5. 样品与溶液A工作液混合后，充分震荡30秒混匀。
   
6. 室温放置5分钟。
   
7. 分光光度计检测吸光度。波长设定=595nm。用96孔板测定时，应确保没有气泡，否则气泡会绝对增加吸光度的读数。
   
8. 将待测样品的测定值逐一跟用BSA梯度稀释液测定值绘制的标准曲线比较得到待测样品的蛋白质浓度。

9. 在标记的离心管中分别加入N个待测蛋白样品和6个BSA梯度稀释液，然后再在每个离心管中按4∶1的比例加入溶液A工作液。

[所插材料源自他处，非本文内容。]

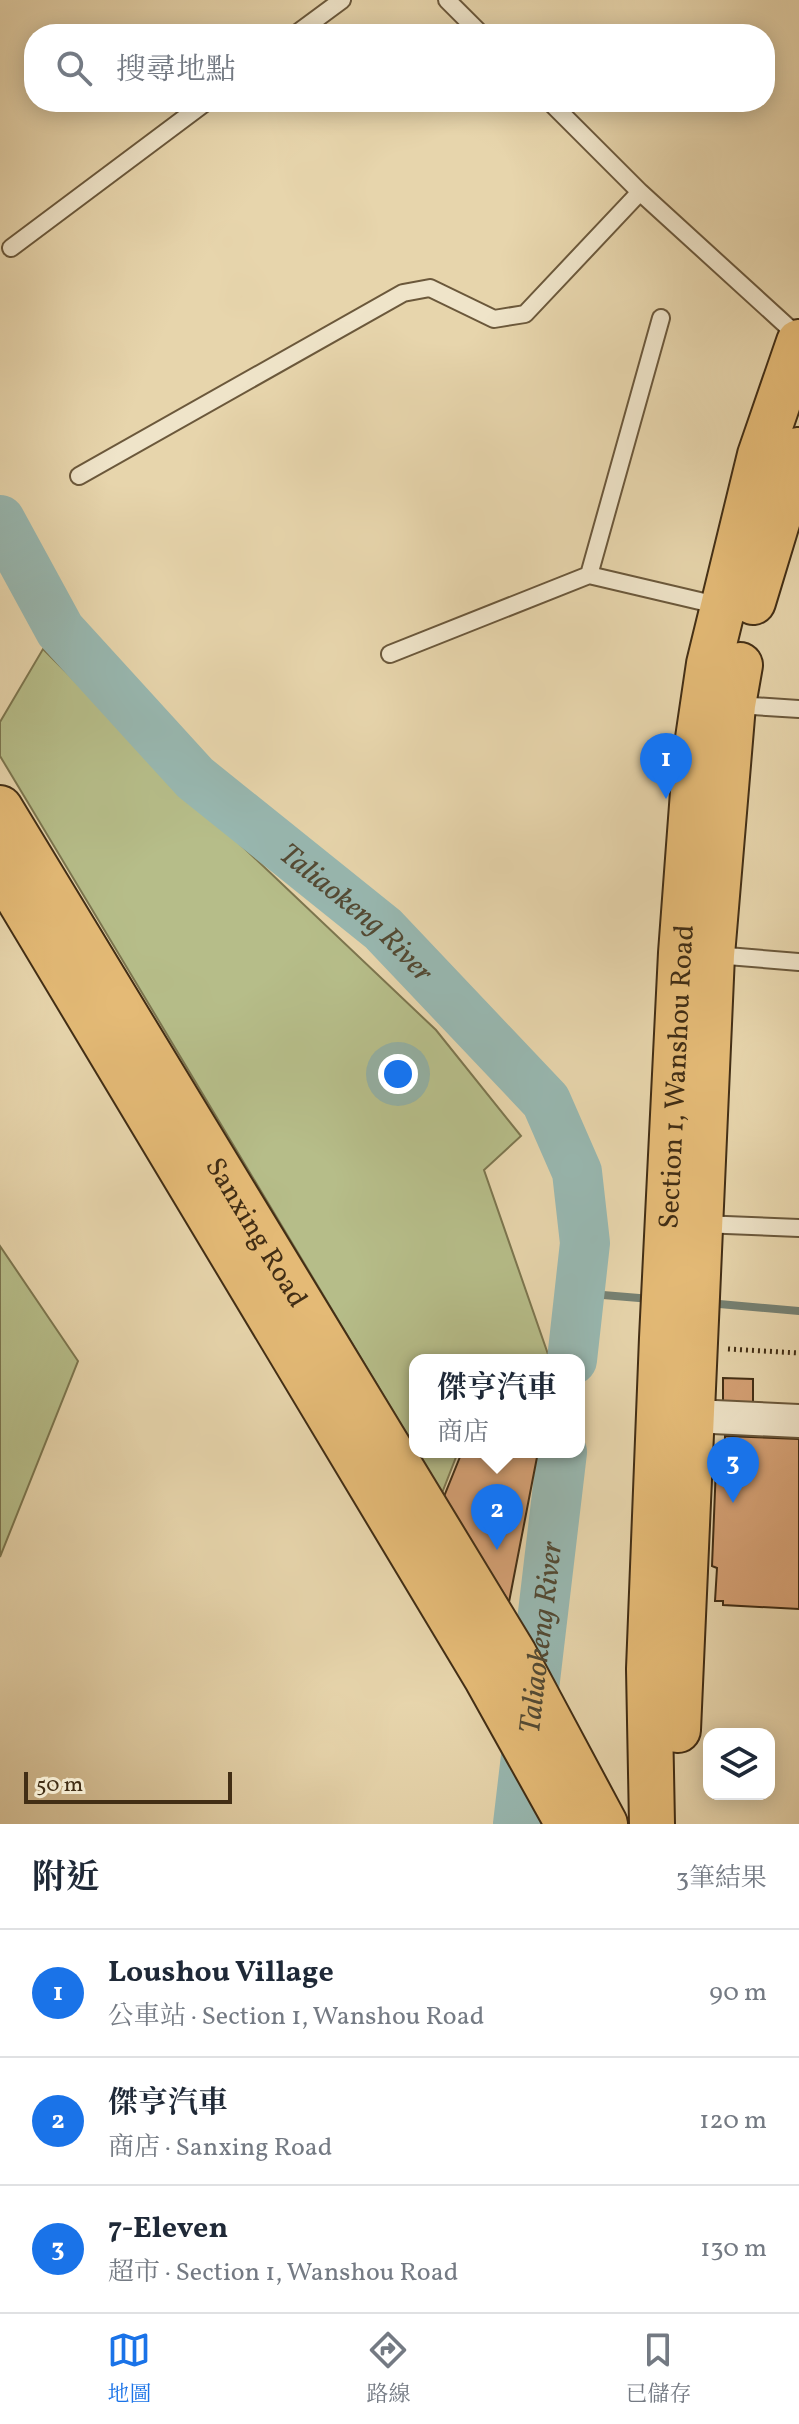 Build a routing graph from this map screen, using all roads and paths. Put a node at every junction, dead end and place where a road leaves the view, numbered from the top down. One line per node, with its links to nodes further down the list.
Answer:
1 (342, 0): 3 (lane)
2 (447, 0): 4 (lane)
3 (310, 24)
4 (471, 24)
5 (193, 112): 8 (lane)
6 (560, 112): 7 (lane)
7 (640, 192): 10 (lane); 12 (lane)
8 (11, 248)
9 (661, 318): 13 (lane)
10 (799, 340): 14 (main road, Section 1, Wanshou Road)
11 (799, 450): 14 (main road, Section 1, Wanshou Road)
12 (79, 476)
13 (589, 575): 14 (lane); 15 (lane)
14 (736, 612): 16 (main road, Section 1, Wanshou Road)
15 (390, 654)
16 (718, 705): 17 (lane); 20 (main road, Section 1, Wanshou Road)
17 (799, 709)
18 (0, 808): 28 (main road, Sanxing Road)
19 (0, 868): 28 (main road, Sanxing Road)
20 (697, 954): 21 (lane); 23 (main road, Section 1, Wanshou Road)
21 (799, 962)
22 (799, 1228): 23 (lane)
23 (683, 1244): 24 (main road, Section 1, Wanshou Road)
24 (684, 1341): 25 (path); 26 (main road, Section 1, Wanshou Road)
25 (799, 1353)
26 (676, 1415): 27 (street); 29 (main road, Section 1, Wanshou Road); 32 (main road, Section 1, Wanshou Road)
27 (799, 1421)
28 (500, 1667): 30 (main road)
29 (649, 1777): 30 (main road); 31 (main road, Section 1, Wanshou Road)
30 (589, 1817)
31 (652, 1824)
32 (681, 1824) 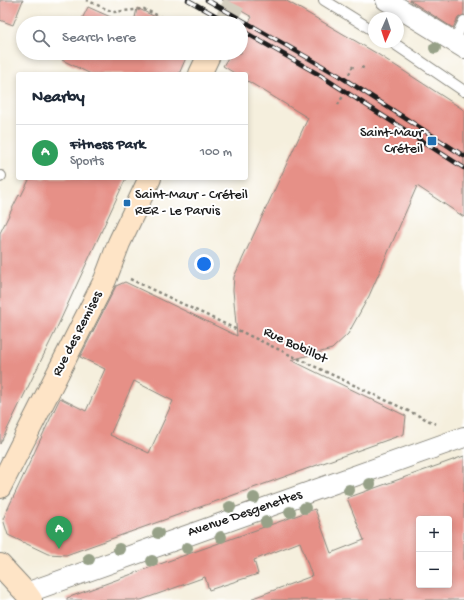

终体积多少取决于比色杯的体积。
   
   • 如果用3mL比色杯检测，则取4mL样品+1mL溶液A工作液；
     
   • 如果用1mL比色杯检测，则取2mL样品+0.5mL溶液A工作液；
     
   • 如果用平底透明96孔板，则取400μL样品+100μL溶液A工作液。
10. 样品与溶液A工作液混合后，充分震荡30秒混匀。
    
11. 室温放置5分钟。
    
12. 分光光度计检测吸光度。波长设定=595nm。用96孔板测定时，应确保没有气泡，否则气泡会绝对增加吸光度的读数。
    
13. 将待测样品的测定值逐一跟用BSA梯度稀释液测定值绘制的标准曲线比较得到待测样品的蛋白质浓度。